# What the task requires
Go through the entries below, tally each line with the string "bottom", and give the final number by itself.

======== Data to use

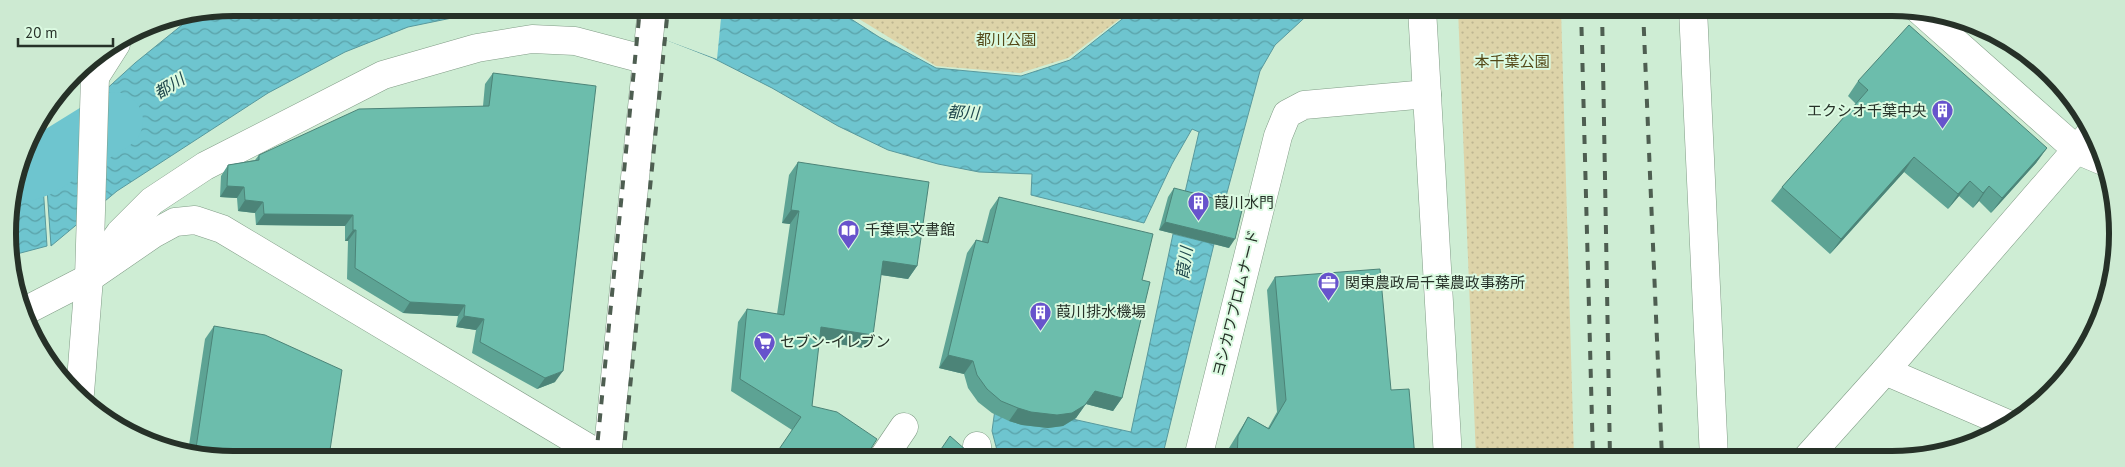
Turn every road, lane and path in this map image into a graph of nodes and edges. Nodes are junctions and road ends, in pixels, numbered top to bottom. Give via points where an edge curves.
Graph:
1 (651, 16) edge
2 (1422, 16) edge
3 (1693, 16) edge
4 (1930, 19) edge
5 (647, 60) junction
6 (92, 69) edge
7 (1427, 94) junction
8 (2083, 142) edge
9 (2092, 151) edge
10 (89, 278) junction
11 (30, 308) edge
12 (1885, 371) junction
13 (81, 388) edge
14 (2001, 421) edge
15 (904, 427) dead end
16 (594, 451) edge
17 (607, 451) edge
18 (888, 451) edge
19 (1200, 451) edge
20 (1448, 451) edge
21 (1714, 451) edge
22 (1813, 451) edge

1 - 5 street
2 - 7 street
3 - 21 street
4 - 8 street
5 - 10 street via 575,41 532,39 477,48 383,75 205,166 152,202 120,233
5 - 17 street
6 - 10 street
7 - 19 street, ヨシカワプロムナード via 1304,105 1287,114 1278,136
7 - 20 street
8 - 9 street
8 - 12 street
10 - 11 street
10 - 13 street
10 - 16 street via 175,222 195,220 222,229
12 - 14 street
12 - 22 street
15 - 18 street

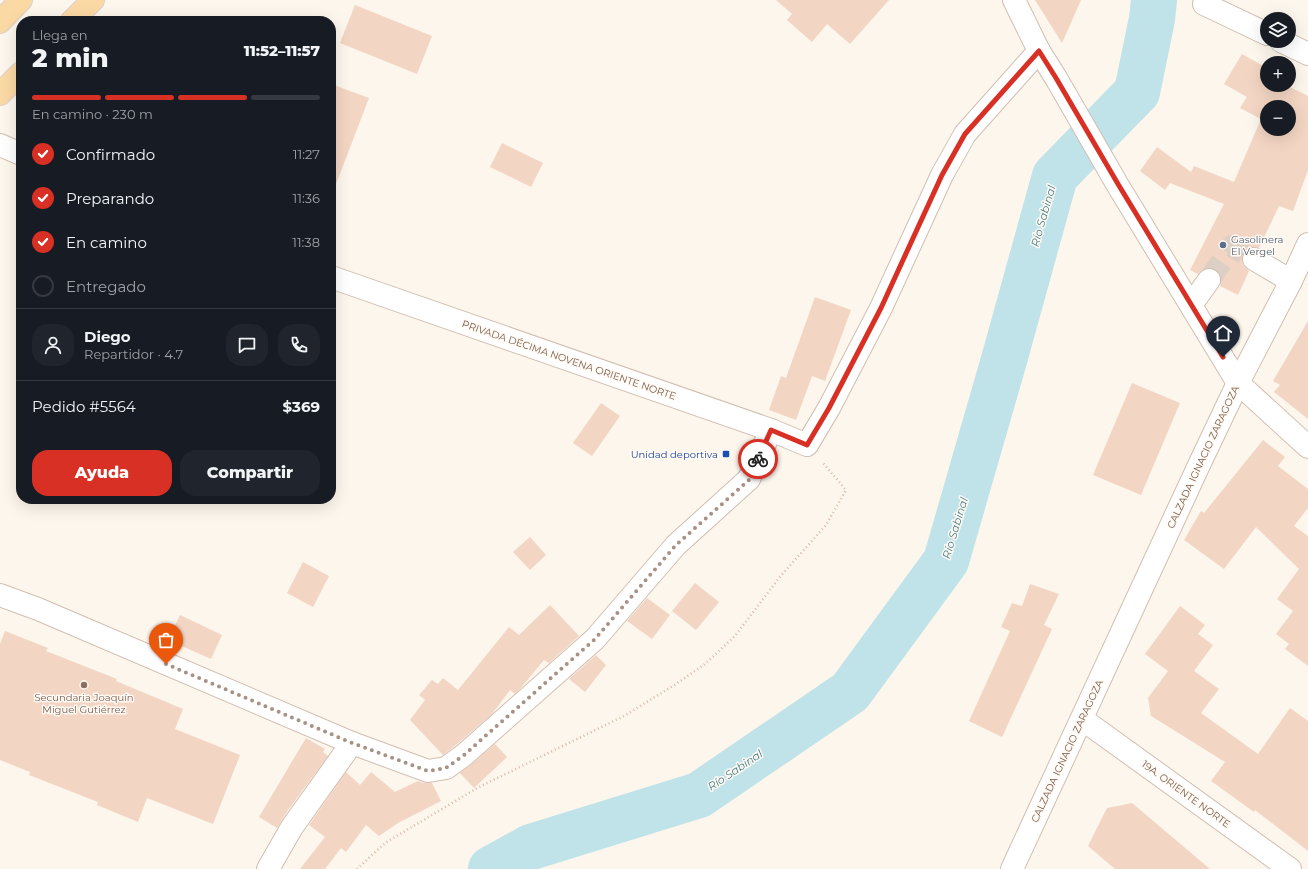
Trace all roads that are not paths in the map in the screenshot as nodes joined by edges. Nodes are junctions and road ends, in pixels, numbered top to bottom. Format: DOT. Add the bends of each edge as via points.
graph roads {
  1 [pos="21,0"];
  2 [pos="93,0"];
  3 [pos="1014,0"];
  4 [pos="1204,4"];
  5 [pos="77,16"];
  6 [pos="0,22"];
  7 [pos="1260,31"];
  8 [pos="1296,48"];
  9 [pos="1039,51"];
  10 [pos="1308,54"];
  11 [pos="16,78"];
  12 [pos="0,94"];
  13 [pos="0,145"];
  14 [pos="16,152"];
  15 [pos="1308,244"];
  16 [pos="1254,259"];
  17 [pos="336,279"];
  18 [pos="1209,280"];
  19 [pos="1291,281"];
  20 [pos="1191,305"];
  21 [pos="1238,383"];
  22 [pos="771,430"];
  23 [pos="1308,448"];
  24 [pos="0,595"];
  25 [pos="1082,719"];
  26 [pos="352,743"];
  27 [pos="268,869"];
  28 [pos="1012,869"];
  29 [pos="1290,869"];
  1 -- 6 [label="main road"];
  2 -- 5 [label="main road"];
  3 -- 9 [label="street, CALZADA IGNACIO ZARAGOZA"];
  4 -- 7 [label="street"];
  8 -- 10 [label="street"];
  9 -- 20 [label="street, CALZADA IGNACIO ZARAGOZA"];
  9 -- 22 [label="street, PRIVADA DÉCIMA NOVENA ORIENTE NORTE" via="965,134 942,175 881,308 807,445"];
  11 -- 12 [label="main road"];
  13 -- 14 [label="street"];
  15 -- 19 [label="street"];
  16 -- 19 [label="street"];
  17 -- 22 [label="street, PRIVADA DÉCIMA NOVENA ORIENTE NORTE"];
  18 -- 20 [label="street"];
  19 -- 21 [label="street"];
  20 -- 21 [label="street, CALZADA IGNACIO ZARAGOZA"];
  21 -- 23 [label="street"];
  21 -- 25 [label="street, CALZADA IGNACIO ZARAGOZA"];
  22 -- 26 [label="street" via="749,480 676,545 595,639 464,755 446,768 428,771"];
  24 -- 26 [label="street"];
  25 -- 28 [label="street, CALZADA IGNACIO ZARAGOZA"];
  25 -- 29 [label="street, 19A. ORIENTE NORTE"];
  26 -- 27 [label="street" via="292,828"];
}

================

# Written solution
2